───── Recorded data
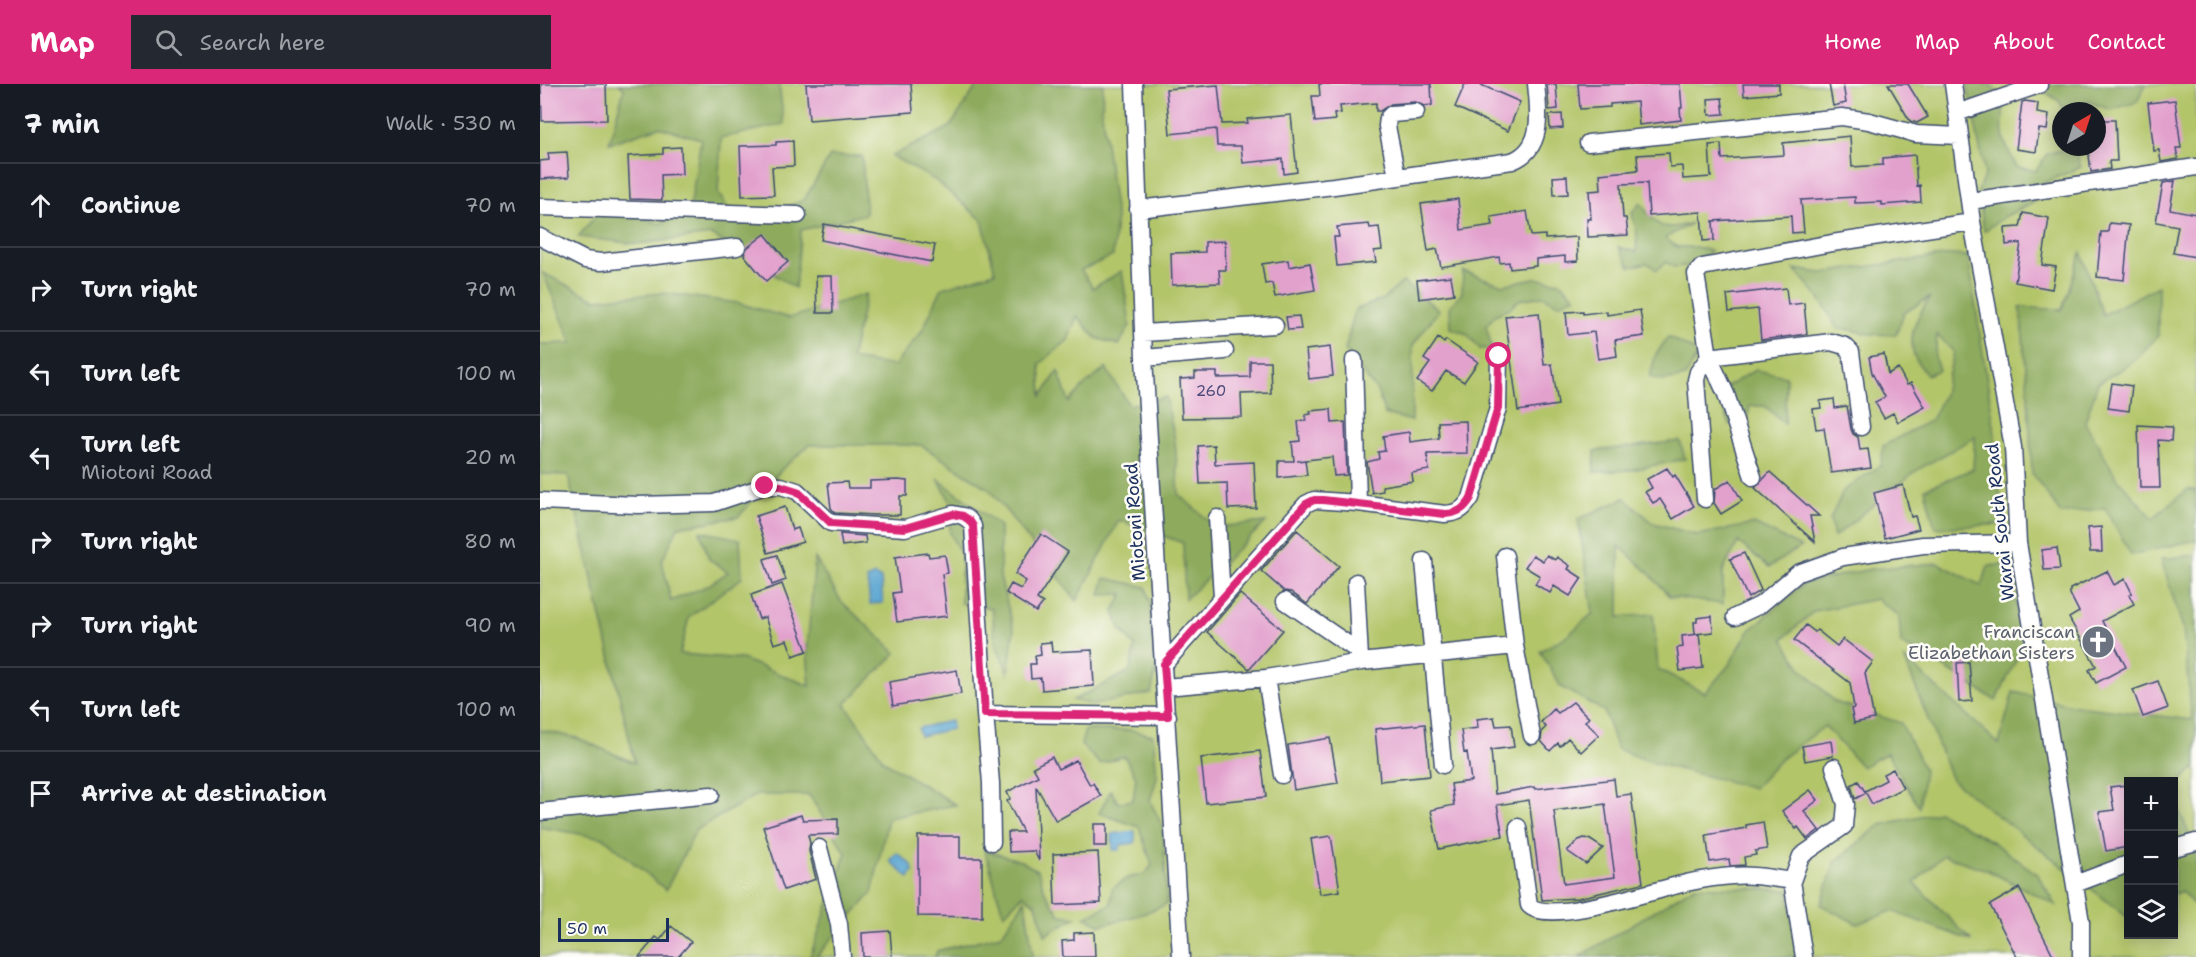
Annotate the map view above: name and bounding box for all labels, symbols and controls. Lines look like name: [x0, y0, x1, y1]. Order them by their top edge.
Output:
search box: [131, 15, 551, 69]
text: Map: [30, 23, 95, 61]
icon: search: [152, 26, 185, 59]
text: Search here: [200, 28, 325, 57]
text: Home: [1824, 28, 1882, 56]
text: Map: [1915, 28, 1960, 56]
text: About: [1993, 28, 2054, 56]
text: Contact: [2087, 28, 2166, 56]
north arrow: [2052, 102, 2106, 156]
text: 7 min: [24, 106, 100, 141]
text: Walk · 530 m: [385, 110, 516, 136]
icon: ahead: [24, 189, 57, 222]
text: Continue: [81, 191, 181, 220]
text: 70 m: [464, 192, 516, 218]
icon: right: [24, 273, 57, 306]
text: Turn right: [81, 275, 198, 304]
text: 70 m: [464, 276, 516, 302]
route start: [1485, 342, 1511, 368]
icon: left: [24, 357, 57, 390]
text: Turn left: [81, 359, 180, 388]
text: 100 m: [456, 360, 516, 386]
house number: 260: [1196, 381, 1226, 401]
text: Turn left: [81, 430, 180, 459]
icon: left: [24, 441, 57, 474]
street label: Warai South Road: [1980, 442, 2020, 602]
text: 20 m: [465, 444, 516, 470]
text: Miotoni Road: [81, 459, 212, 485]
street label: Miotoni Road: [1119, 462, 1151, 582]
route end: [751, 472, 777, 498]
icon: right: [24, 525, 57, 558]
text: Turn right: [81, 527, 198, 556]
text: 80 m: [464, 528, 516, 554]
icon: right: [24, 609, 57, 642]
text: Turn right: [81, 611, 198, 640]
text: 90 m: [464, 612, 516, 638]
place label: Franciscan Elizabethan Sisters: [1908, 620, 2075, 665]
church icon: Franciscan Elizabethan Sisters: [2080, 624, 2116, 660]
icon: left: [24, 693, 57, 726]
text: Turn left: [81, 695, 180, 724]
text: 100 m: [456, 696, 516, 722]
icon: arrive: [24, 777, 57, 810]
map controls: [2124, 777, 2178, 939]
button: +: [2124, 777, 2178, 831]
text: Arrive at destination: [81, 779, 327, 808]
button: −: [2124, 831, 2178, 885]
button: layers: [2124, 885, 2178, 939]
scale bar: [558, 915, 669, 942]
text: 50 m: [567, 918, 607, 939]

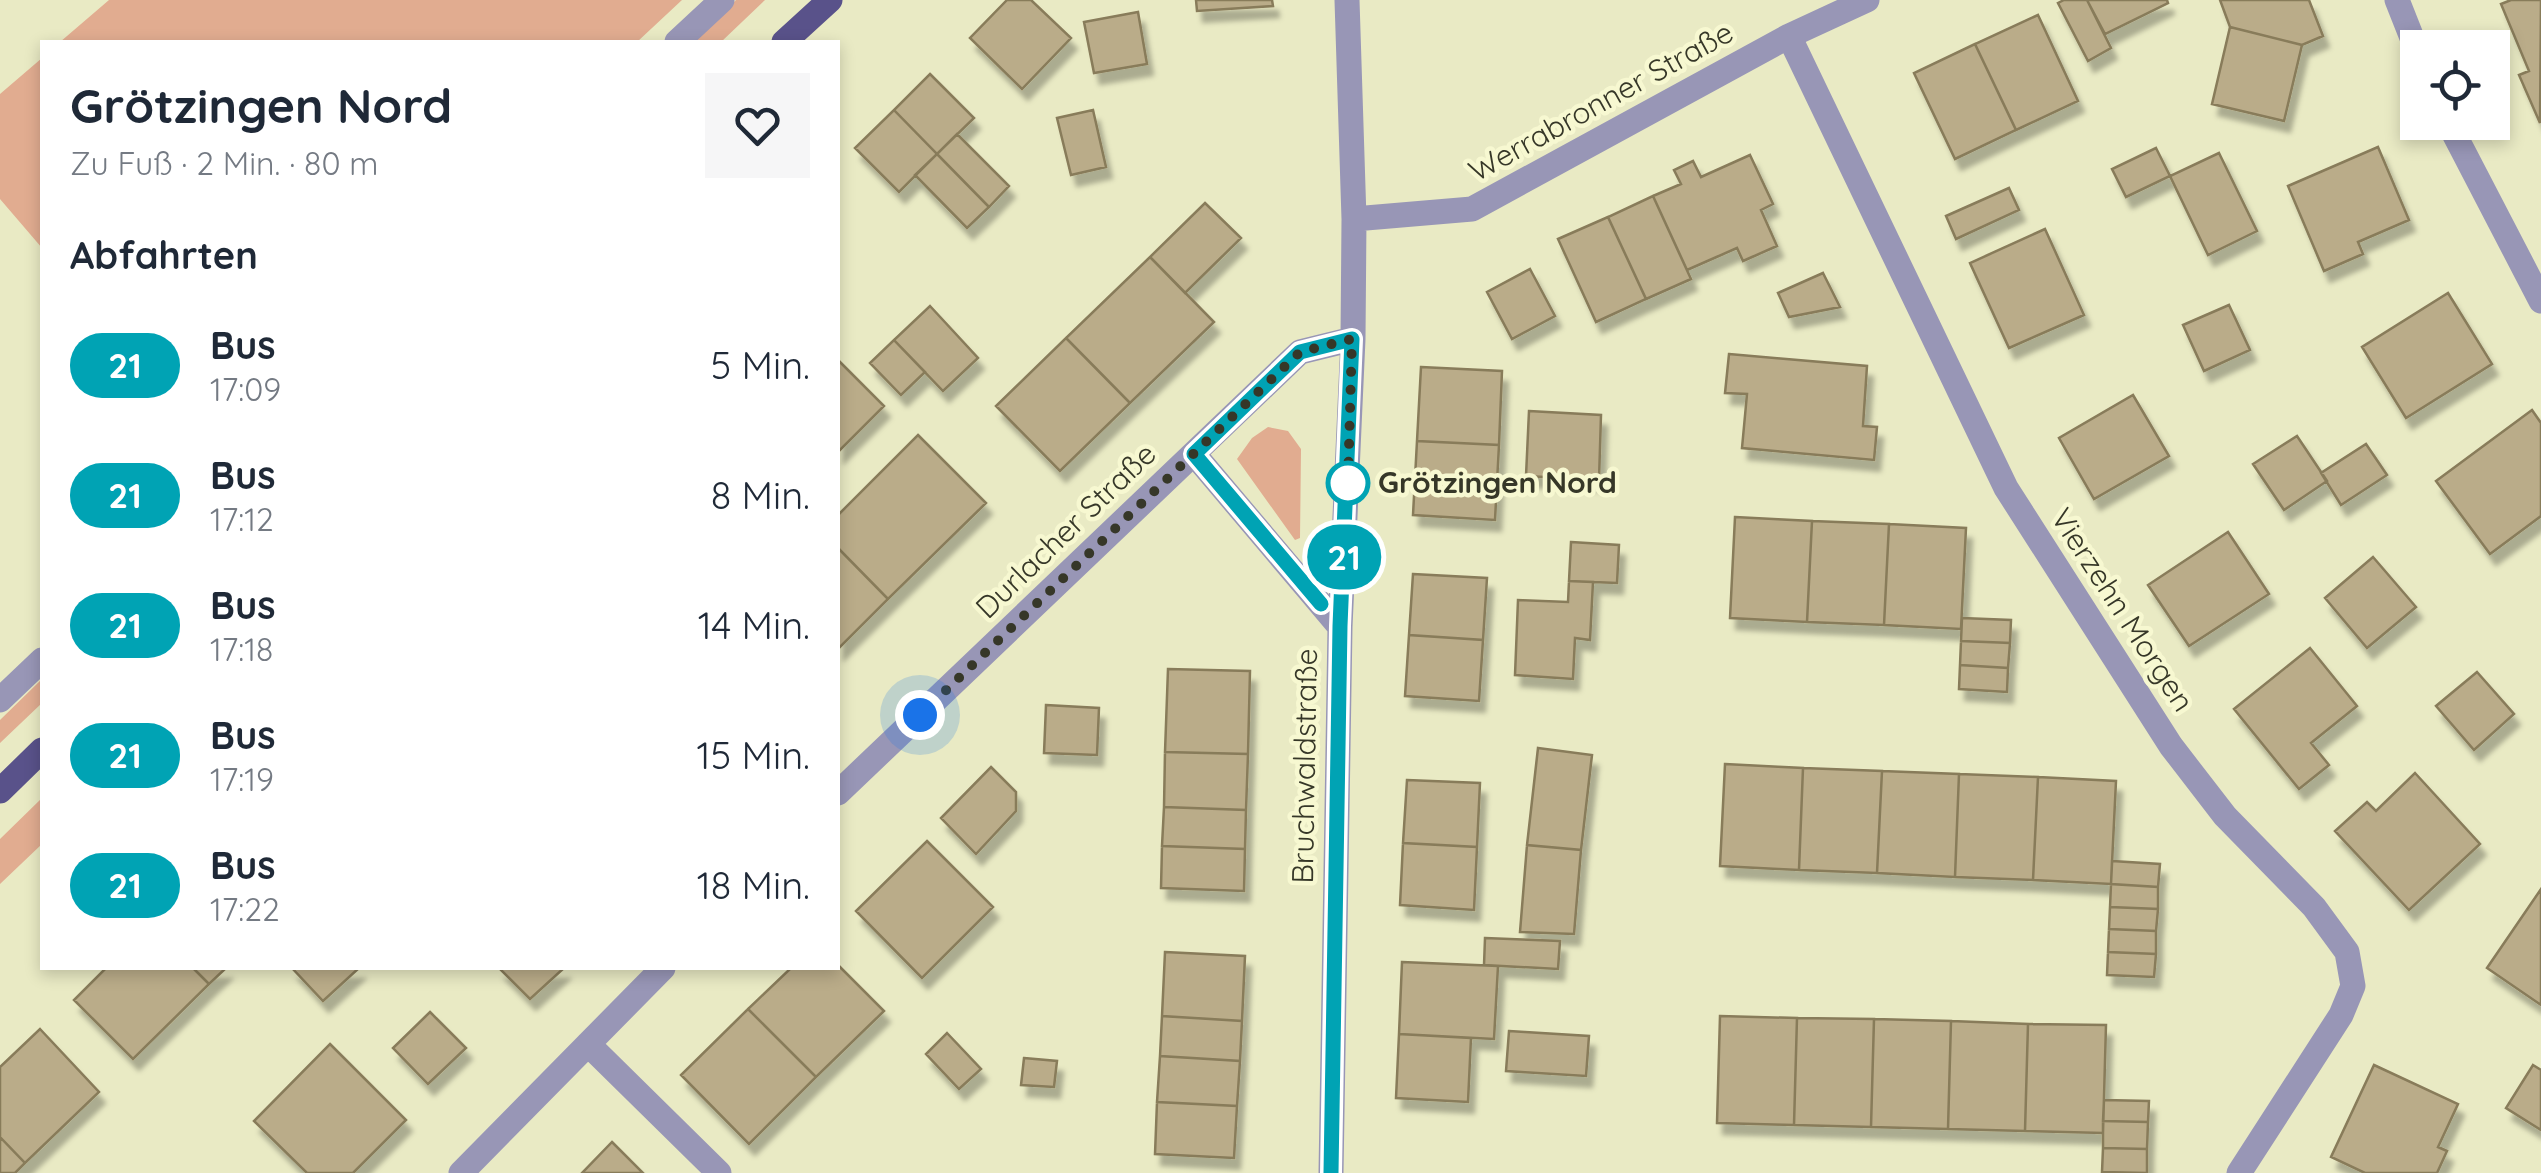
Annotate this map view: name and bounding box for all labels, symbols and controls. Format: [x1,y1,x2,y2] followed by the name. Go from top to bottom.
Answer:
──────────
Try it: Output every entry above exactly as written, but omit the pictures.

Reply:
Annotate the map view above: name and bounding box for all labels, symbols and controls. Lines look like name: [x0, y0, x1, y1]. Order them by their top edge.
Output:
search box: [131, 15, 551, 69]
text: Map: [30, 23, 95, 61]
icon: search: [152, 26, 185, 59]
text: Search here: [200, 28, 325, 57]
text: Home: [1824, 28, 1882, 56]
text: Map: [1915, 28, 1960, 56]
text: About: [1993, 28, 2054, 56]
text: Contact: [2087, 28, 2166, 56]
north arrow: [2052, 102, 2106, 156]
text: 7 min: [24, 106, 100, 141]
text: Walk · 530 m: [385, 110, 516, 136]
icon: ahead: [24, 189, 57, 222]
text: Continue: [81, 191, 181, 220]
text: 70 m: [464, 192, 516, 218]
icon: right: [24, 273, 57, 306]
text: Turn right: [81, 275, 198, 304]
text: 70 m: [464, 276, 516, 302]
route start: [1485, 342, 1511, 368]
icon: left: [24, 357, 57, 390]
text: Turn left: [81, 359, 180, 388]
text: 100 m: [456, 360, 516, 386]
house number: 260: [1196, 381, 1226, 401]
text: Turn left: [81, 430, 180, 459]
icon: left: [24, 441, 57, 474]
street label: Warai South Road: [1980, 442, 2020, 602]
text: 20 m: [465, 444, 516, 470]
text: Miotoni Road: [81, 459, 212, 485]
street label: Miotoni Road: [1119, 462, 1151, 582]
route end: [751, 472, 777, 498]
icon: right: [24, 525, 57, 558]
text: Turn right: [81, 527, 198, 556]
text: 80 m: [464, 528, 516, 554]
icon: right: [24, 609, 57, 642]
text: Turn right: [81, 611, 198, 640]
text: 90 m: [464, 612, 516, 638]
place label: Franciscan Elizabethan Sisters: [1908, 620, 2075, 665]
church icon: Franciscan Elizabethan Sisters: [2080, 624, 2116, 660]
icon: left: [24, 693, 57, 726]
text: Turn left: [81, 695, 180, 724]
text: 100 m: [456, 696, 516, 722]
icon: arrive: [24, 777, 57, 810]
map controls: [2124, 777, 2178, 939]
button: +: [2124, 777, 2178, 831]
text: Arrive at destination: [81, 779, 327, 808]
button: −: [2124, 831, 2178, 885]
button: layers: [2124, 885, 2178, 939]
scale bar: [558, 915, 669, 942]
text: 50 m: [567, 918, 607, 939]

Annotate this map view: name and bounding box for all labels, symbols and controls. Format: [x1,y1,x2,y2] followed by the name. Go from top to bottom.
Answer:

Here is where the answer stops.